Paula Castro: "Os desafios da Universidade face à indiferença"

Biotecnologia
Paula Castro: "Os desafios da Universidade face à indiferença"
Segunda-feira, 9 de Agosto de 2021 in Jornal Económico (O)

O meu filho mais velho vai para a universidade este ano – espero que sejam anos de abertura ao mundo e que a sua consciência absorva e integre conhecimento que deixe marcas para a necessária dinâmica de transformação da sociedade. Pensar a universidade remete-nos para o seu desígnio mais nobre de geração de conhecimento. O mundo encontra-se repleto de desafios – atravessamos uma pandemia, experienciamos as consequências das alterações climáticas, não acalmamos a desigualdade na distribuição de riqueza…. Entre tanto conhecimento gerado e muita tecnologia desenvolvida, porque estaremos a falhar? Será por medirmos o sucesso através da riqueza económica ao ponto de querermos sempre mais? Teremos atingido assim uma perigosa apatia moral? Poderá a universidade transformar-se e abrir os caminhos das soluções?

Não sabemos ainda o aspeto dessas soluções, mas sabemos que a universidade não se pode alhear do repto. Precisamos de soluções na esfera dos princípios – e a universidade sempre foi o anfiteatro ideal para a discussão dos axiomas sociais.

Na área das ciências e tecnologias sentimos talvez desafios extra. Com o conhecimento a evoluir a um ritmo alucinante, a aprendizagem em contextos que permitam o convívio com a geração de conhecimento de fronteira é impulsionadora de criatividade e deve ser privilegiada. No entanto, não podemos cair na tentação de usar os jovens como acumuladores de conhecimentos, muito menos de informação a que facilmente têm acesso de outras formas e que rapidamente se torna desatualizada.

O propósito tem de ser mais alargado e requer a dimensão do tempo reflexivo – precisamos de pensamento holístico, um auto- -questionamento que gera diferentes formas de ver o mundo. Sem a clareza do caminho das causas que não se coadunam com desvios é toda a sociedade que pode colapsar como aconteceu a tantas antes desta. Arrisco que serão também os jovens, porventura mais corajosos e livres de dogmas, que estão mais disponíveis para esta escala de mudança. A universidade não é a única instituição bem posicionada para fazer face aos desafios, mas é a que melhor pode ter consciência deles. Valores sociais como a solidariedade, a honestidade ou a tolerância não se ensinam através de manuais dedicados e dificilmente se transmitem quando fechados entre quatro paredes – são valores incalculáveis que não podem ser minados pela primazia daquilo a que sabemos atribuir valor.

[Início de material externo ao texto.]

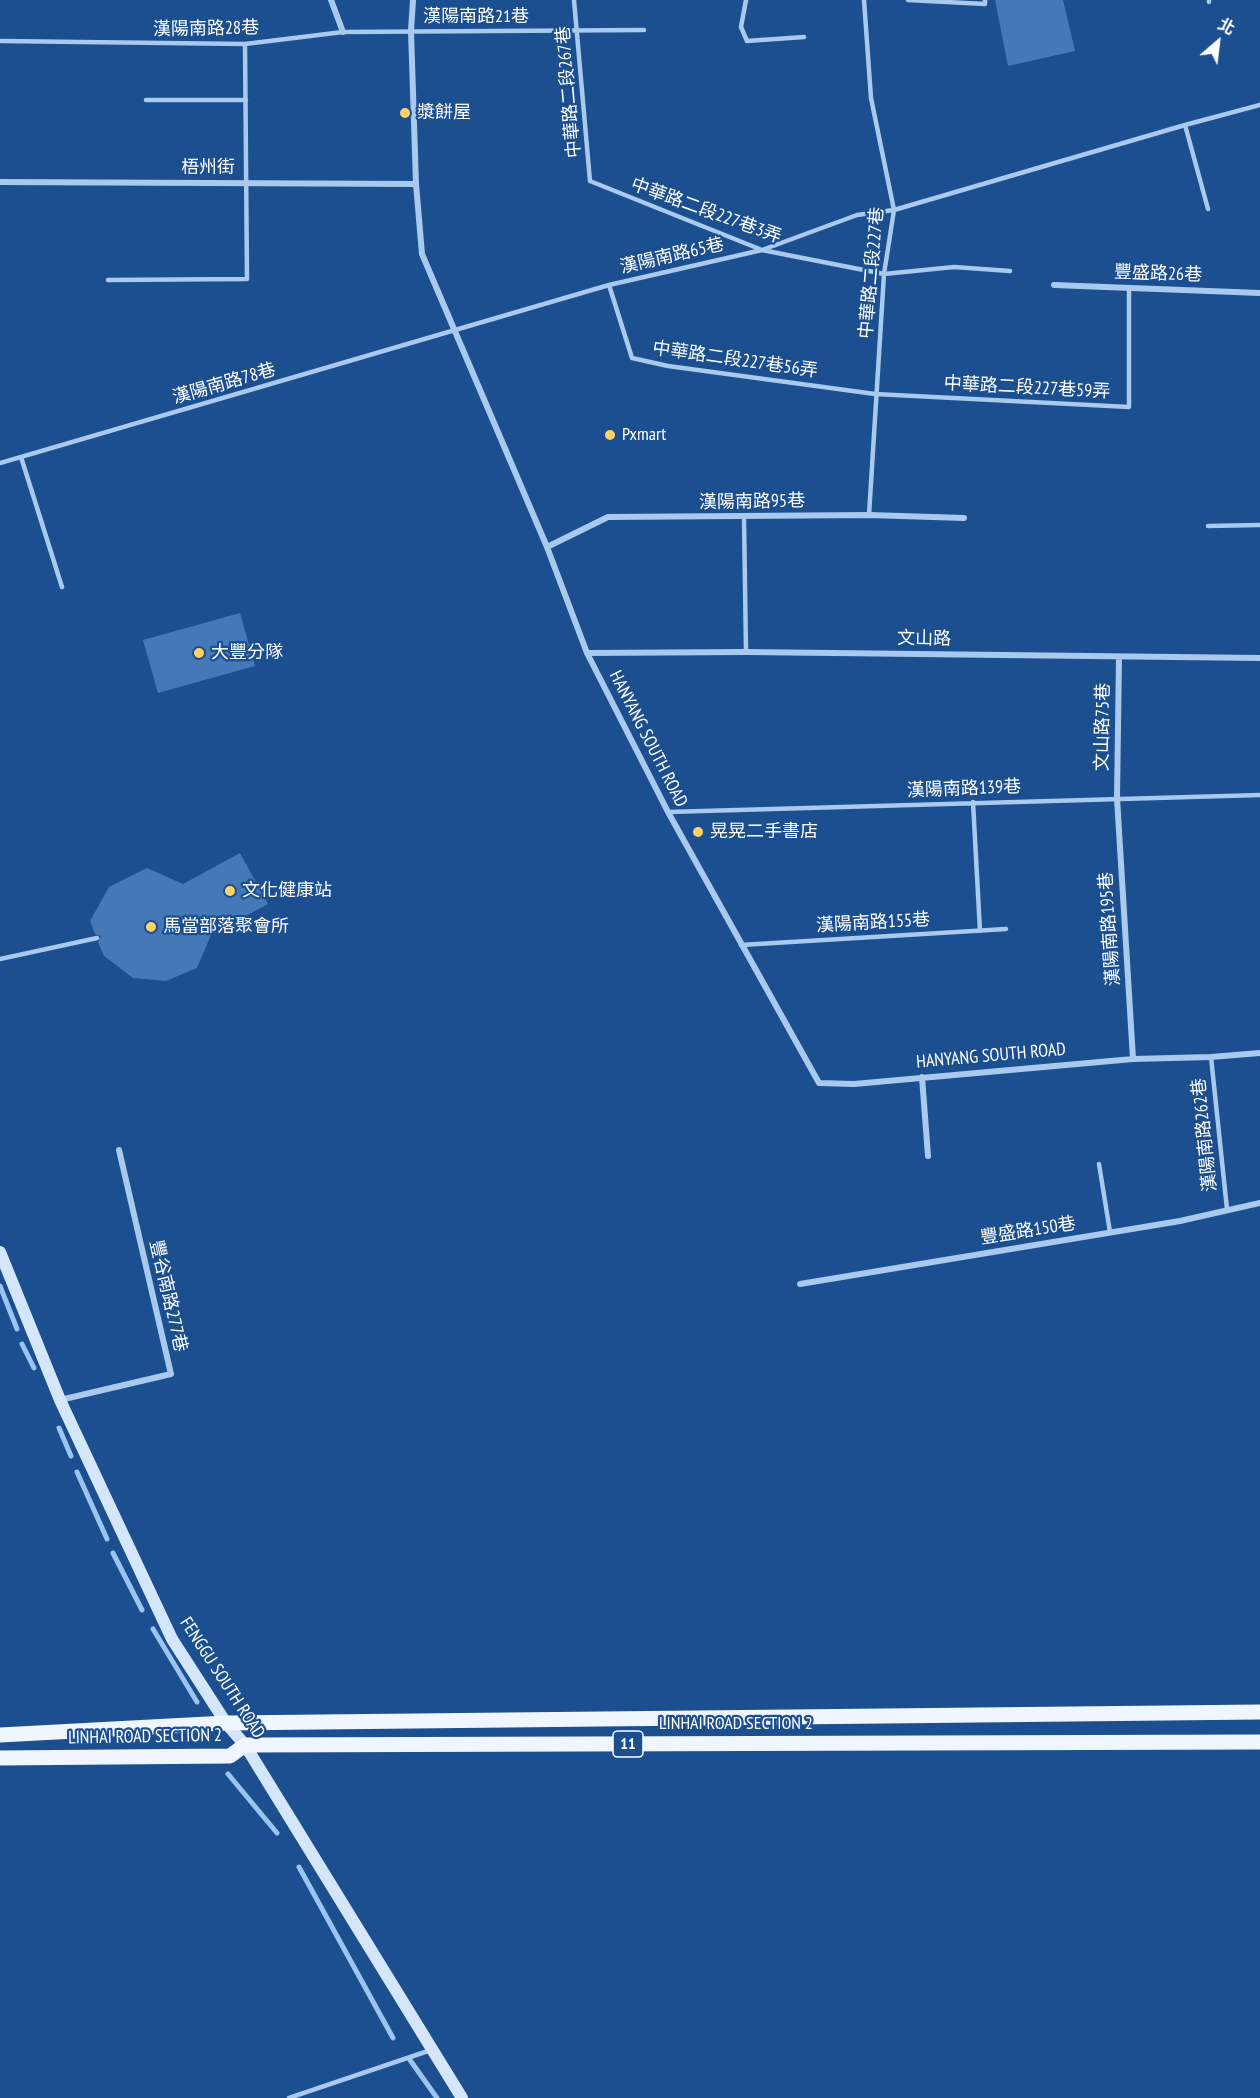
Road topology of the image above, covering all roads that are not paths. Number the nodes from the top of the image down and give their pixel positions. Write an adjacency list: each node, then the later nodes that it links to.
1 (331, 0): 11 (street)
2 (413, 0): 10 (street, HANYANG SOUTH ROAD)
3 (574, 0): 8 (lane, 中華路二段267巷)
4 (746, 0): 12 (lane)
5 (864, 0): 24 (lane, 中華路二段227巷)
6 (908, 0): 7 (lane)
7 (985, 0)
8 (577, 30): 9 (lane, 漢陽南路21巷); 10 (lane, 漢陽南路21巷); 19 (lane, 中華路二段267巷)
9 (644, 30)
10 (411, 31): 11 (lane, 漢陽南路28巷); 22 (street, HANYANG SOUTH ROAD)
11 (343, 32): 14 (lane, 漢陽南路28巷)
12 (804, 37)
13 (0, 41): 14 (lane, 漢陽南路28巷)
14 (245, 44): 16 (lane)
15 (146, 100): 16 (lane)
16 (246, 100): 21 (lane)
17 (1260, 105): 18 (lane, 漢陽南路65巷)
18 (1185, 124): 23 (lane); 24 (lane, 漢陽南路65巷)
19 (590, 181): 25 (lane, 中華路二段227巷3弄)
20 (0, 182): 21 (street, 梧州街)
21 (248, 184): 22 (street, 梧州街); 28 (lane)
22 (416, 184): 33 (street, HANYANG SOUTH ROAD)
23 (1208, 209)
24 (894, 210): 25 (lane, 漢陽南路65巷); 27 (lane, 中華路二段227巷)
25 (762, 250): 27 (lane, 中華路二段227巷3弄); 29 (lane, 漢陽南路65巷)
26 (1011, 271): 27 (lane, 中華路二段227巷3弄)
27 (884, 274): 34 (lane, 中華路二段227巷)
28 (108, 280)
29 (609, 285): 33 (lane, 漢陽南路65巷); 34 (lane, 中華路二段227巷56弄)
30 (1054, 285): 31 (street, 豐盛路26巷)
31 (1129, 288): 32 (street, 豐盛路26巷); 34 (lane, 中華路二段227巷59弄)
32 (1260, 293)
33 (455, 332): 35 (lane, 漢陽南路78巷); 42 (street, HANYANG SOUTH ROAD)
34 (875, 393): 37 (lane, 中華路二段227巷)
35 (21, 457): 36 (lane, 漢陽南路78巷); 43 (lane)
36 (0, 463)
37 (869, 515): 38 (street, 漢陽南路95巷); 39 (street, 漢陽南路95巷)
38 (744, 518): 42 (street, 漢陽南路95巷); 44 (lane)
39 (964, 518)
40 (1208, 525): 41 (lane)
41 (1260, 525)
42 (547, 547): 45 (street, HANYANG SOUTH ROAD)
43 (62, 587)
44 (746, 652): 45 (street, 文山路); 46 (street, 文山路)
45 (587, 653): 51 (street, HANYANG SOUTH ROAD)
46 (1119, 657): 47 (street, 文山路); 49 (street, 文山路75巷)
47 (1260, 658)
48 (1260, 795): 49 (lane, 漢陽南路139巷)
49 (1117, 798): 50 (lane, 漢陽南路139巷); 59 (street, 漢陽南路195巷)
50 (972, 802): 51 (lane, 漢陽南路139巷); 53 (lane)
51 (668, 813): 55 (street, HANYANG SOUTH ROAD)
52 (1006, 929): 53 (lane, 漢陽南路155巷)
53 (980, 931): 55 (lane, 漢陽南路155巷)
54 (97, 938): 56 (lane)
55 (741, 945): 60 (street, HANYANG SOUTH ROAD)
56 (0, 959)
57 (1260, 1053): 58 (street, HANYANG SOUTH ROAD)
58 (1211, 1057): 59 (street, HANYANG SOUTH ROAD); 65 (lane, 漢陽南路262巷)
59 (1133, 1059): 60 (street, HANYANG SOUTH ROAD)
60 (922, 1077): 62 (street)
61 (118, 1150): 69 (street, 豐谷南路277巷)
62 (928, 1156)
63 (1099, 1164): 66 (lane)
64 (1260, 1203): 65 (street, 豐盛路150巷)
65 (1227, 1209): 66 (street, 豐盛路150巷)
66 (1110, 1232): 68 (street, 豐盛路150巷)
67 (0, 1252): 69 (street, FENGGU SOUTH ROAD)
68 (800, 1284)
69 (60, 1400): 71 (street, FENGGU SOUTH ROAD)
70 (1260, 1712): 71 (main road, LINHAI ROAD SECTION 2 / 11)
71 (226, 1722): 72 (main road, LINHAI ROAD SECTION 2 / 11); 74 (street, FENGGU SOUTH ROAD)
72 (0, 1735)
73 (1260, 1742): 74 (main road, LINHAI ROAD SECTION 2 / 11)
74 (245, 1745): 75 (main road, LINHAI ROAD SECTION 2 / 11); 76 (street, FENGGU SOUTH ROAD)
75 (0, 1758)
76 (433, 2050): 77 (lane); 78 (street, FENGGU SOUTH ROAD)
77 (289, 2098)
78 (462, 2098)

Por outro lado, também sabemos que a melhor (e única?) educação é pelo exemplo. A universidade torna-se motor de mudança precisamente pelo processo de se mudar a si própria. A tarefa não só é grande como grandiosa. Mantenho a convicção de que a criação de desenvolvimento é motivada pela busca da felicidade. No menu de funções da universidade deveria constar este singelo botão – ser feliz para mostrar como se faz.

Todos os anos as universidades têm o privilégio de se renovar no seu serviço à sociedade recebendo espíritos que transportam a expectativa dum mundo mais justo e sustentável. É nossa responsabilidade fazer parte deste desenvolvimento com o mote da esperança que só poderá trazer felicidade a quem habita o minúsculo ponto azul-claro captado pela primeira vez dos limites do sistema solar pela Voyager 1 a pedido de Carl Sagan, oferecendo-nos uma imagem única que inspira tanto admiração como humildade.